§ Entries supplied

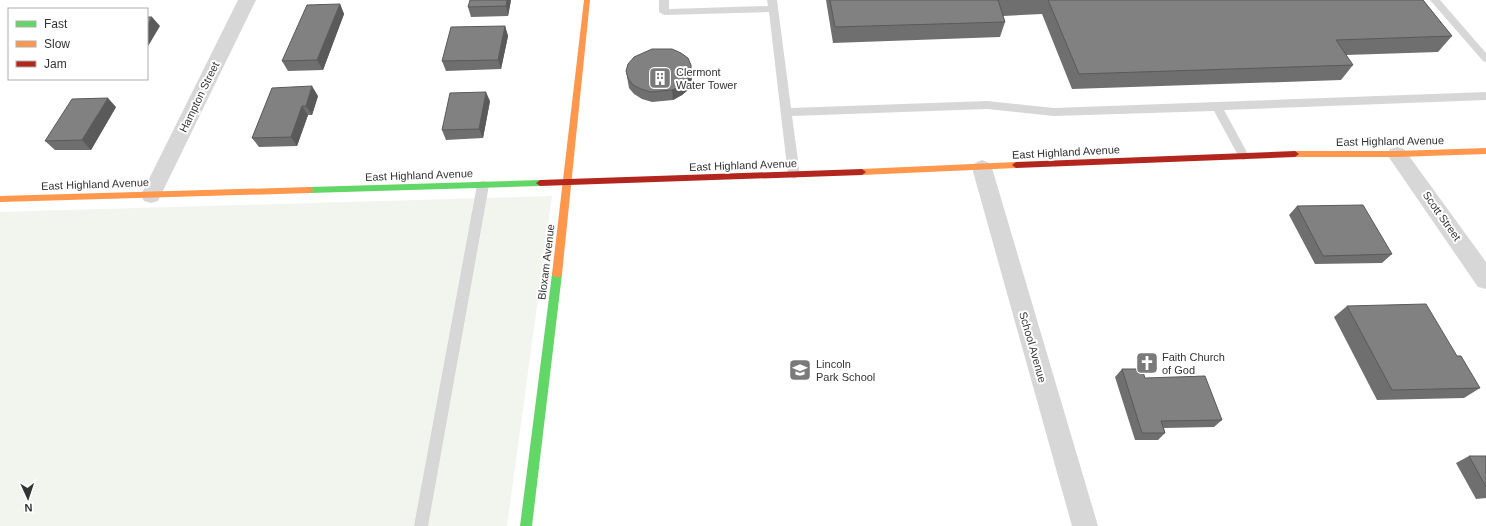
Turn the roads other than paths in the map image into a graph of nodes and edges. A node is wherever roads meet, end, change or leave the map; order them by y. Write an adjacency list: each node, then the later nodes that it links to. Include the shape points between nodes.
1 (247, 0): 17 (street, Hampton Street)
2 (587, 0): 15 (street, Bloxam Avenue)
3 (664, 0): 5 (lane, via 664,12)
4 (1434, 0): 6 (lane)
5 (773, 4): 9 (lane)
6 (1486, 59)
7 (1486, 96): 8 (lane)
8 (1217, 107): 9 (lane, via 1054,112 987,105); 12 (lane)
9 (786, 112): 14 (lane)
10 (1486, 151): 11 (street, East Highland Avenue)
11 (1397, 154): 12 (street, East Highland Avenue); 19 (street, Scott Street)
12 (1244, 156): 13 (street, East Highland Avenue)
13 (982, 168): 14 (street, East Highland Avenue); 22 (street, School Avenue)
14 (794, 175): 15 (street, East Highland Avenue)
15 (568, 183): 16 (street, East Highland Avenue); 21 (street, Bloxam Avenue)
16 (483, 185): 17 (street, East Highland Avenue); 20 (lane)
17 (151, 195): 18 (street, East Highland Avenue)
18 (0, 199)
19 (1486, 280)
20 (421, 526)
21 (526, 526)
22 (1085, 526)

§ Exercise
All of the entries need to be copied exactly, minus any pictures.

§ Response area
Turn the roads other than paths in the map image into a graph of nodes and edges. A node is wherever roads meet, end, change or leave the map; order them by y. Write an adjacency list: each node, then the later nodes that it links to. Include the shape points between nodes.
1 (247, 0): 17 (street, Hampton Street)
2 (587, 0): 15 (street, Bloxam Avenue)
3 (664, 0): 5 (lane, via 664,12)
4 (1434, 0): 6 (lane)
5 (773, 4): 9 (lane)
6 (1486, 59)
7 (1486, 96): 8 (lane)
8 (1217, 107): 9 (lane, via 1054,112 987,105); 12 (lane)
9 (786, 112): 14 (lane)
10 (1486, 151): 11 (street, East Highland Avenue)
11 (1397, 154): 12 (street, East Highland Avenue); 19 (street, Scott Street)
12 (1244, 156): 13 (street, East Highland Avenue)
13 (982, 168): 14 (street, East Highland Avenue); 22 (street, School Avenue)
14 (794, 175): 15 (street, East Highland Avenue)
15 (568, 183): 16 (street, East Highland Avenue); 21 (street, Bloxam Avenue)
16 (483, 185): 17 (street, East Highland Avenue); 20 (lane)
17 (151, 195): 18 (street, East Highland Avenue)
18 (0, 199)
19 (1486, 280)
20 (421, 526)
21 (526, 526)
22 (1085, 526)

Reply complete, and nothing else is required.